Steelworker Families Support ATI strikers in Vandergrift

Locked out ATI Flat-Rolled Division workers and family members yell at a tractor-trailer truck driver leaving ATI’s Vandergrift plant during a family picket at the entrance to the plant on Wednesday, Nov. 4, 2015.

By Tom Yerace

Trib Total Media

Nov. 5, 2015 – Anyone going in or out of the ATI steel plant in Vandergrift on Wednesday evening drove through a wall of emotion.

The union workers, whom the company has locked out of their jobs since Aug. 15, were in greater numbers than usual.

That’s because the Wives of Steel, a group of steelworkers’ wives, called a rally at the plant entrance that started at 4:30 and continued for at least two hours.

About 200 steelworkers and their families, most carrying signs demanding a fair contract from ATI, stayed on the move as they picketed. They walked back and forth — slowly — pausing on the driveway when vehicles approached the plant entrance, forcing them to slow down.

At the same time, they hurled verbal abuse and vented their anger, particularly at the vans carrying the people who have taken their jobs. The most frequent insult heard was the ultimate for union members — “scab.”

Yelling into a bullhorn, a steelworker shouted at a truck driver, “Hey dude, you’re a scab! You’re a piece of garbage!”

“Do you think they get the idea that we don’t like what they’re doing?” asked Russ Gainor of West Leechburg, who attended the picket line, even though he retired from ATI in June after 36 years rather than risk the lockout.

A thick white line freshly painted across the edge of the driveway served as the plant’s boundary from the public sidewalk.

As the steelworkers rallied on one side of the stripe, ATI security guards in khaki uniforms and ball caps videotaped the proceedings from inside the plant property.

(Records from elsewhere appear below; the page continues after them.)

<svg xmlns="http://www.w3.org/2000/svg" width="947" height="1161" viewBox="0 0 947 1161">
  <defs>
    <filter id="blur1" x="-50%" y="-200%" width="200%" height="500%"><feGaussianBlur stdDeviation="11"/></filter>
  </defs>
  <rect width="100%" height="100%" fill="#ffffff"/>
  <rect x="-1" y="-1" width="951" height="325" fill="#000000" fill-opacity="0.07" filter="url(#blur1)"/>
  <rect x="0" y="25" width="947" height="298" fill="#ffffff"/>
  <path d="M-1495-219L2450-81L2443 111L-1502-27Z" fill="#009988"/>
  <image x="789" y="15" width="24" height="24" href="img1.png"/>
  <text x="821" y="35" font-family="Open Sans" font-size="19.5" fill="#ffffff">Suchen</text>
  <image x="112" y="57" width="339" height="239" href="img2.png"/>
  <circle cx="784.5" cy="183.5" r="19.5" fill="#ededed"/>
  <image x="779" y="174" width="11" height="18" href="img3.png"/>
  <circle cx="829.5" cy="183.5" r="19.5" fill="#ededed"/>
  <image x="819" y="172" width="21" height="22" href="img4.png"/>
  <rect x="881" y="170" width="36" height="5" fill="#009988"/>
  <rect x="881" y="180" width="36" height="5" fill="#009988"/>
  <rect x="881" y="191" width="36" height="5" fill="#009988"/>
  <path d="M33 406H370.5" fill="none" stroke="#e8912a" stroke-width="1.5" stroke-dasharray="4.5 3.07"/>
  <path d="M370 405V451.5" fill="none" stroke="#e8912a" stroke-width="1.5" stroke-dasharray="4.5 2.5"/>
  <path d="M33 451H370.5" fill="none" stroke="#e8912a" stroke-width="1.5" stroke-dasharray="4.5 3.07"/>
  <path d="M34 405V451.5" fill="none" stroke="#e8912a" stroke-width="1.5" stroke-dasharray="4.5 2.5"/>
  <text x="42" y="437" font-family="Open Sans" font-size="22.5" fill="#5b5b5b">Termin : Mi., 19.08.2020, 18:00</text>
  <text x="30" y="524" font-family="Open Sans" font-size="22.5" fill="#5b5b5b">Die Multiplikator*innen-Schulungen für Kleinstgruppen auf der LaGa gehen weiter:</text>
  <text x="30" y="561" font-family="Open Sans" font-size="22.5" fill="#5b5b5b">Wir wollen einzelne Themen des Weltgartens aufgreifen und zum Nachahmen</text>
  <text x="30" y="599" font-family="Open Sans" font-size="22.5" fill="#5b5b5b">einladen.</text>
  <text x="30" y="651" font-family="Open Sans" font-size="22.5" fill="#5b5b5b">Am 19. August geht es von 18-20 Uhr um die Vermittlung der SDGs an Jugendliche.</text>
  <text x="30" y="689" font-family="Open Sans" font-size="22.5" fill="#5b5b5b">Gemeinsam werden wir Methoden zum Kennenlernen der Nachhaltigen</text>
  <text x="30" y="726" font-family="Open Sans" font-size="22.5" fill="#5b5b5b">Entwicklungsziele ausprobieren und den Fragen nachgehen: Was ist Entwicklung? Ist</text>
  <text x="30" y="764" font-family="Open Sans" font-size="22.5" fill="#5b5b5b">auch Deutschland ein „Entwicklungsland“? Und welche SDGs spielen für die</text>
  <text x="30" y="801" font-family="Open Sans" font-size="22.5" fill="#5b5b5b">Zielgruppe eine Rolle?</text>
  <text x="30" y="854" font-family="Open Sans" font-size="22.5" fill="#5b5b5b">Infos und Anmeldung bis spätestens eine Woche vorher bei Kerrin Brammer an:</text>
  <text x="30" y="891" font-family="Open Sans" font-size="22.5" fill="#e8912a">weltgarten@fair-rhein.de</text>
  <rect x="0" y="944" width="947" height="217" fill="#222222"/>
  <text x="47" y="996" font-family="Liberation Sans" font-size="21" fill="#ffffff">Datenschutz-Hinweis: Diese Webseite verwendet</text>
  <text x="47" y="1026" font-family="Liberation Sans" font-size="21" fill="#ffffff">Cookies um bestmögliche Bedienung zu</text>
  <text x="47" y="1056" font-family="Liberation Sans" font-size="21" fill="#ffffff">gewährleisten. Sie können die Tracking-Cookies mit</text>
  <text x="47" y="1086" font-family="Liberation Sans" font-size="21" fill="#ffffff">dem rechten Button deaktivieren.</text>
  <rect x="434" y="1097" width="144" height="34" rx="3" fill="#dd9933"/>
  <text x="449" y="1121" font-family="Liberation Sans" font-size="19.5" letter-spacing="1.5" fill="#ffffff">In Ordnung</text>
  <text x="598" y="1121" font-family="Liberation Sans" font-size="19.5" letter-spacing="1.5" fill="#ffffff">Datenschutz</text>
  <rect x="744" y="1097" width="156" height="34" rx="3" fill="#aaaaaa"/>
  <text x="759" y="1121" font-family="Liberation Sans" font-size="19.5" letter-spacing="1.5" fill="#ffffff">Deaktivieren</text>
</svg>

ATI spokesman Dan Greenfield said the company had no reaction or comment on the rally.

When asked if there was any news about contract negotiations resuming, Greenfield said, “We’ve had contact with the mediator about trying to get talks going again, but so far it hasn’t been successful.”

Regina Stinson of New Kensington, who heads the five-member Wives of Steel at United Steelworkers Local 1138 in Leechburg, said the large turnout is an indicator of the stress the steelworkers and their families are dealing with.

The lockout enters its 83rd day Thursday. While some of the locked-out workers have found temporary work, many are receiving only unemployment compensation, which is a fraction of what they normally earn.